The lawsuit charges that Twitter sent employees up the garden path without notice. The class action suit was filed in the US District Court in the Northern District of California. The suit accuses Twitter and Musk of violating worker protection laws including the federal Worker Adjustment and Retraining Notification Act as well as the California WARN Act, TechCrunch reported. Under both these laws employees must be given an advance notice of 60 days of.
The lawsuit was filed after Twitter started a major round of layoffs on Friday. Employees were informed of the decision via email, while the entrances to offices were closed and employees' access systems were deactivated.
Justifying the mass layoffs, Musk said on Friday that the company was witnessing "massive drop in revenue" as advertisers started withdrawing ads. Musk directly blamed a coalition of civil rights groups was responsible as they pressurized top advertisers to withdraw ad deals. Musk said the activists are cutting at the root of Twitter revenue in order to force their view on content moderation on Twitter.
Musk said Twitter has not made any change to content moderation policies after his takeover. "Extremely messed up! They're (civil right groups) trying to destroy free speech in America," he tweeted.
Sacking 3,700 Employees
"In an effort to place Twitter on a healthy path, we will go through the difficult process of reducing our global workforce on Friday," Twitter said in an email to staff, Reuters reported. According to the agency, the plan is to reduce as many as 3,700 headcount, which will be about half the workforce at Twitter currently.
Those affected mostly are from engineering, communications, product, content curation and machine learning.
Class Action Lawsuit Seeks 'a Range of Reliefs'
Meanwhile, the plaintiffs who took Twitter to court said they were "terminated on November 3 by being locked out of their accounts".
"Twitter is also enacting widespread layoffs across its workforce today, on Nov. 4, 2022, it stated, adding that California's Employment Development Department had not received a notice related to the event," they said, IANS reported.
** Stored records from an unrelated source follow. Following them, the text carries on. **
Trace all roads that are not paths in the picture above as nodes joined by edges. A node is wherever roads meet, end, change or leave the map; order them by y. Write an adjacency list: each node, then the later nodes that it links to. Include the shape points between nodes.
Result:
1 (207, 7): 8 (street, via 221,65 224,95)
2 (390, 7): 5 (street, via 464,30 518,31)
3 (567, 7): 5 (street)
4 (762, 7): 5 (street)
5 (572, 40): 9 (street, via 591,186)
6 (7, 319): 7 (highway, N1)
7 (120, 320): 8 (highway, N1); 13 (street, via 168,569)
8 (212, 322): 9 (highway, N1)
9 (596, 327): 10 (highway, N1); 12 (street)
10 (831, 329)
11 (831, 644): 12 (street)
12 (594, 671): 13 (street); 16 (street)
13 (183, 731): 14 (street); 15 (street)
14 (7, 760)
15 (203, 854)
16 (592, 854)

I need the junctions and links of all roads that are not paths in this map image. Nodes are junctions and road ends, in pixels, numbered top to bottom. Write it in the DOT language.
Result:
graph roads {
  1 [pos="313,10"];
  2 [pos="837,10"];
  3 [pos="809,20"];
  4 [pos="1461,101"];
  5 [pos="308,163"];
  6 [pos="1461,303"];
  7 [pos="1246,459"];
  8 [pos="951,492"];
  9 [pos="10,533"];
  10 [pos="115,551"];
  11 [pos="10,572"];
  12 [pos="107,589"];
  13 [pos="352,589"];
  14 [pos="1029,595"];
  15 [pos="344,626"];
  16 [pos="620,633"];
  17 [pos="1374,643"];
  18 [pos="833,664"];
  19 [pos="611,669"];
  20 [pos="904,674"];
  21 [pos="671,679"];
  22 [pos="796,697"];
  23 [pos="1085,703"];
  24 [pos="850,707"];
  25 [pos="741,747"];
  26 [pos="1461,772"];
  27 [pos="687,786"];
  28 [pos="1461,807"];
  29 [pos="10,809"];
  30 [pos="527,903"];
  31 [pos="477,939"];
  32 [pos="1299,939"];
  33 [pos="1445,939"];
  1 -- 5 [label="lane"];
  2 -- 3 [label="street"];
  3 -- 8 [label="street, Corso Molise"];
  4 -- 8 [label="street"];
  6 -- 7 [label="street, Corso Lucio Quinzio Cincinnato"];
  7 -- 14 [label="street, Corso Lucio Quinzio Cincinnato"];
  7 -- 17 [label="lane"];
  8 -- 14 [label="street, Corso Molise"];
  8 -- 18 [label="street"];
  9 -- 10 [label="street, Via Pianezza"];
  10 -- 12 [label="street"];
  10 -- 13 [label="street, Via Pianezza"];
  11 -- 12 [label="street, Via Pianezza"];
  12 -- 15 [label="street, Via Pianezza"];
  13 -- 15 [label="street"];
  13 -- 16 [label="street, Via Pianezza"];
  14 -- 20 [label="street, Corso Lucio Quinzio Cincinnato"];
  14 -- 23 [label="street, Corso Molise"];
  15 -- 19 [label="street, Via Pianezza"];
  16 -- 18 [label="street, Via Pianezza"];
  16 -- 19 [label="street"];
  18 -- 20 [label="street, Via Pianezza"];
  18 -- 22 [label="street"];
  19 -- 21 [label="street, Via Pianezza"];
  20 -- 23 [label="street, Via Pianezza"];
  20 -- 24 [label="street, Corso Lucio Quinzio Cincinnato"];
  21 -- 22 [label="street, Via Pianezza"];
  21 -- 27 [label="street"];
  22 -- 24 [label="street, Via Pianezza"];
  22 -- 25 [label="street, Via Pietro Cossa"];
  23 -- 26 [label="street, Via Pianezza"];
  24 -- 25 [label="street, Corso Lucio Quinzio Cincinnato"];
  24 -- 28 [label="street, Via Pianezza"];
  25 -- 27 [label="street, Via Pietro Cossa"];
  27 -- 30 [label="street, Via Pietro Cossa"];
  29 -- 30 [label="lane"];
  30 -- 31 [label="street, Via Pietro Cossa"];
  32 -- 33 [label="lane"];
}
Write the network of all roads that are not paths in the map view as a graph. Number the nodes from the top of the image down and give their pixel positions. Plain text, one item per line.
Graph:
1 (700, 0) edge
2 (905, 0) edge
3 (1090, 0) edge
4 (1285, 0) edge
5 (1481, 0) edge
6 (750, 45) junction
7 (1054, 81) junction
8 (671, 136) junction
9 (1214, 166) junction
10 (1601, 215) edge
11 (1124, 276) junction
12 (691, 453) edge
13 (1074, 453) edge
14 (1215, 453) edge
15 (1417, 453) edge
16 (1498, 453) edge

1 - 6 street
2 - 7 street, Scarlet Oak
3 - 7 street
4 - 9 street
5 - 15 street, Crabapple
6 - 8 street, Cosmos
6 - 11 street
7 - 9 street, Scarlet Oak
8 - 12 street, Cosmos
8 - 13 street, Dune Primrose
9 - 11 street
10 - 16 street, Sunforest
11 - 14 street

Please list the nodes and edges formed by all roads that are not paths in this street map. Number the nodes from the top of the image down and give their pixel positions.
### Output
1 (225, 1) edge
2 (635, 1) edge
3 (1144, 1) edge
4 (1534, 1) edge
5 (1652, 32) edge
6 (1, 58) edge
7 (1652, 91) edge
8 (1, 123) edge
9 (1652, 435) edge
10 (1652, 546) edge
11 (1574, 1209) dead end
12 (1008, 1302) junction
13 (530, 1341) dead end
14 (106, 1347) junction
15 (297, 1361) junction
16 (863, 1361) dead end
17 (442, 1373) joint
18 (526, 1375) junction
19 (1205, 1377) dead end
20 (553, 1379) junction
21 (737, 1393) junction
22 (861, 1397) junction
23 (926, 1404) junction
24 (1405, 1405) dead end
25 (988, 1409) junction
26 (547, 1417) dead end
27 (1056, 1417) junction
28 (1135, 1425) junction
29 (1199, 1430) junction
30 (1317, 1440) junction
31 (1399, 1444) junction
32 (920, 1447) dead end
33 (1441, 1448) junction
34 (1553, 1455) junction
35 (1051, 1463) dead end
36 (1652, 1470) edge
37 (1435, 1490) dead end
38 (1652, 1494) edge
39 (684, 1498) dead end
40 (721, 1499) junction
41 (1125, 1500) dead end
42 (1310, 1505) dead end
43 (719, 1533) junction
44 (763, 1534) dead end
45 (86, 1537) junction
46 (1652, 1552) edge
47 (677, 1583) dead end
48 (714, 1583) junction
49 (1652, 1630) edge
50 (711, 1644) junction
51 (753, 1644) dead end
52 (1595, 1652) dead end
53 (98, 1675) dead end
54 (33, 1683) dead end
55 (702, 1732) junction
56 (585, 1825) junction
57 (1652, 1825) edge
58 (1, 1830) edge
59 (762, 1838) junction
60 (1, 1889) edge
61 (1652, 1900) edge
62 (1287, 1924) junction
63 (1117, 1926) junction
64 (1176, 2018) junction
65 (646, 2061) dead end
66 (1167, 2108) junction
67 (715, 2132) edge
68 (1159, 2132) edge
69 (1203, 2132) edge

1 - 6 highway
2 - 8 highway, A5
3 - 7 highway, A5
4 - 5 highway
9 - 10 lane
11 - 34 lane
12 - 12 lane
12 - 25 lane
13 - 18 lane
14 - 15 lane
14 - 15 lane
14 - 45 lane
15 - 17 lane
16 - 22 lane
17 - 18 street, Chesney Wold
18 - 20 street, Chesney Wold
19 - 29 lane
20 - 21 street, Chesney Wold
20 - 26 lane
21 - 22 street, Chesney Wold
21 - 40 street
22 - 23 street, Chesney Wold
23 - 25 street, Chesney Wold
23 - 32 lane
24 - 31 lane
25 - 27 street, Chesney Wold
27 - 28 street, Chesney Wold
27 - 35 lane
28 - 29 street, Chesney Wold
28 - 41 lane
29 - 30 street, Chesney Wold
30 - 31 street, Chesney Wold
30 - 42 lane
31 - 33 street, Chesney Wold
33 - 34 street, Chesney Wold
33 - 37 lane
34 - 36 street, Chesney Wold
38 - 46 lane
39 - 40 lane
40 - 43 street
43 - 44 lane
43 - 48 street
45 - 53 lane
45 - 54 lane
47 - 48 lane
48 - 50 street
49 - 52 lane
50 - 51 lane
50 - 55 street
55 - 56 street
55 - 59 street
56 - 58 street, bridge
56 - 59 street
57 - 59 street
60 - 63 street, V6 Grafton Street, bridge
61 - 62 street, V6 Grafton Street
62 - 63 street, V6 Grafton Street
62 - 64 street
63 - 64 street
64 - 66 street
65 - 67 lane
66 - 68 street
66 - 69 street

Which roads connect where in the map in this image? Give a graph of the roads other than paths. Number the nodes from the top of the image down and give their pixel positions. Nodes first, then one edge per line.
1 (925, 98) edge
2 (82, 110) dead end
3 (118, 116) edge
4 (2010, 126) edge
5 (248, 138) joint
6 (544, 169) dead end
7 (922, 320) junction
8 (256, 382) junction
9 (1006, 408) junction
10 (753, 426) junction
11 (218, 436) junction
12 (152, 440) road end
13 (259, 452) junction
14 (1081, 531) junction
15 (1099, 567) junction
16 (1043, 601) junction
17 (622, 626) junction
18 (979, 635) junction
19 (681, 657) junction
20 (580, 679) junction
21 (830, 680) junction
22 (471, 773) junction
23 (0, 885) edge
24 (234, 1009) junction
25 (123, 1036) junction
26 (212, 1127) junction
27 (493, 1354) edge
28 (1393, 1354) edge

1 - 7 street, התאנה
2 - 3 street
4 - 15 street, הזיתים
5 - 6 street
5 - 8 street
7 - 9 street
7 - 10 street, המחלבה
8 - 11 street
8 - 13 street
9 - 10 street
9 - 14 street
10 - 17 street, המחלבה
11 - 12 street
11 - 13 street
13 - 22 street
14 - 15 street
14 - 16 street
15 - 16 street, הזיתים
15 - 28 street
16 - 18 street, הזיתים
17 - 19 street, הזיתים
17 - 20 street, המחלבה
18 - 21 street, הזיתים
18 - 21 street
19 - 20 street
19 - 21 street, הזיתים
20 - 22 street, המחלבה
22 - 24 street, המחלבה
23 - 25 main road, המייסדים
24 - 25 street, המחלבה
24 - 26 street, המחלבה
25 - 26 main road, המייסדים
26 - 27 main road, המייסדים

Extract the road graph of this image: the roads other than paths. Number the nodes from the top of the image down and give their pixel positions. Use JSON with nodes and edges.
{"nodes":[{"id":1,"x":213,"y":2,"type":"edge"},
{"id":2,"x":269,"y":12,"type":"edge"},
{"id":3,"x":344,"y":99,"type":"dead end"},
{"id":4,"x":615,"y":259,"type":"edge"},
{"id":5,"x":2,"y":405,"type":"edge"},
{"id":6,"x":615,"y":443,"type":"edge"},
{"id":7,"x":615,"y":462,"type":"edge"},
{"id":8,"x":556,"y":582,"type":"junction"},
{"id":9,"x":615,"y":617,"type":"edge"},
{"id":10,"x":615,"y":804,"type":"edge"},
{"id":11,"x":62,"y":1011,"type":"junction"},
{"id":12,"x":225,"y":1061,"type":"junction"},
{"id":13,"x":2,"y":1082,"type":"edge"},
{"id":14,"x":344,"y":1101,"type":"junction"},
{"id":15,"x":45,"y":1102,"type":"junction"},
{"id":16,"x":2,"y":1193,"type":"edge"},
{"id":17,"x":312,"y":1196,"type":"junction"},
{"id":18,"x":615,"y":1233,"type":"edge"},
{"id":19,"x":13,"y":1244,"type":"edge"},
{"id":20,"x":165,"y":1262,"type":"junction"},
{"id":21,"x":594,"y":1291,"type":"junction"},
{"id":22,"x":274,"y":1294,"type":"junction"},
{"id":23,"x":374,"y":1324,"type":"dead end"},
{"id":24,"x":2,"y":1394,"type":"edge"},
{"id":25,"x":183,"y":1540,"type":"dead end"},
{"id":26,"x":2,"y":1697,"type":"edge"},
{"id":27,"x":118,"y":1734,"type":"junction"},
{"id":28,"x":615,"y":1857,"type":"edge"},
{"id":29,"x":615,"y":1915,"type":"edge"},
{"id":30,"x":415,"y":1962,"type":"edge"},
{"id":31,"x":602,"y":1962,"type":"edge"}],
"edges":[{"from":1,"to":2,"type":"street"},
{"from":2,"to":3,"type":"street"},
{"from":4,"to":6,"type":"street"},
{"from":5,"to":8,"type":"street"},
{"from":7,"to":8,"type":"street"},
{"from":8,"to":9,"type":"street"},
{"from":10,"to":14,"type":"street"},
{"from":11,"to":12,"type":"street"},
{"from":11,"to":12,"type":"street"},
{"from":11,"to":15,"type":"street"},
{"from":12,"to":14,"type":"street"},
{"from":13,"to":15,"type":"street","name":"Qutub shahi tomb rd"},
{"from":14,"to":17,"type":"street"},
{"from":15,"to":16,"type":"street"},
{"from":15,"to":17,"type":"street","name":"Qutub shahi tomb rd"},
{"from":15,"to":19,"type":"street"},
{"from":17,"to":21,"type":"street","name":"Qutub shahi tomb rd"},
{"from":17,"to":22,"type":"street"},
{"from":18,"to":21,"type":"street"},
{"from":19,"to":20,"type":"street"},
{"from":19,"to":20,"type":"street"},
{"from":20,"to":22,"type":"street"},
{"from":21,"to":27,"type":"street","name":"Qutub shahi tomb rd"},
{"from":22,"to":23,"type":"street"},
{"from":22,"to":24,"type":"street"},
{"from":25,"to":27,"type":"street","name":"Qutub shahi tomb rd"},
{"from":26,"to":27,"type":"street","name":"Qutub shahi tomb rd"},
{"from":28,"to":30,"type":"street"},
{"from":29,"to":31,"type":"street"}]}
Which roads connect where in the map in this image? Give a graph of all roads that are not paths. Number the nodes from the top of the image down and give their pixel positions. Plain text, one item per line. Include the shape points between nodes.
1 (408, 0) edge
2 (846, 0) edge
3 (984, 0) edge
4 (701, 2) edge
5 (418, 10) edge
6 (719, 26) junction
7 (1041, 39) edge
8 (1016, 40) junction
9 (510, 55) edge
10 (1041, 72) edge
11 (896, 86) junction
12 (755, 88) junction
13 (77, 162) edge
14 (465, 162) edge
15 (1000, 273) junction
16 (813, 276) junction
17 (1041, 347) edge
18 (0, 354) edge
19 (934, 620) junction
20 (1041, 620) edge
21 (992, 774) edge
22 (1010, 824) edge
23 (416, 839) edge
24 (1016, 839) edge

The class action lawsuit seeks "a range of relief, including compensatory damages (including wages owed), as well as declaratory relief, pre- and post-judgment interest, plus other attorneys' fees and costs".
Fraught Takeover Deal
Musk completed the long-drawn Twitter acquisition last week and took the company private following the $44 billion deal. He fired Twitter CEO Parag Agrawal and head of legal policy Vijaya Gadde following the takeover. Twitter's chief financial officer Ned Segal was also among members of the senior leadership who were fired. Twitter general counsel Sean Edgett was reportedly escorted out of the Twitter headquarters according to reports.
Musk's Twitter acquisition saga had started earlier this year, when he amassed a 9 percent stake in the social media giant to become its largest shareholder. In April he followed up with a proposal to acquire Twitter by offering $54.20 per share. The deal then descended into chaos as he blamed the Twitter board for misrepresenting the number of fake accounts on the platform. Twitter shares plunged during the spat that followed and Musk said he was quitting the deal, forcing the Board to sue him.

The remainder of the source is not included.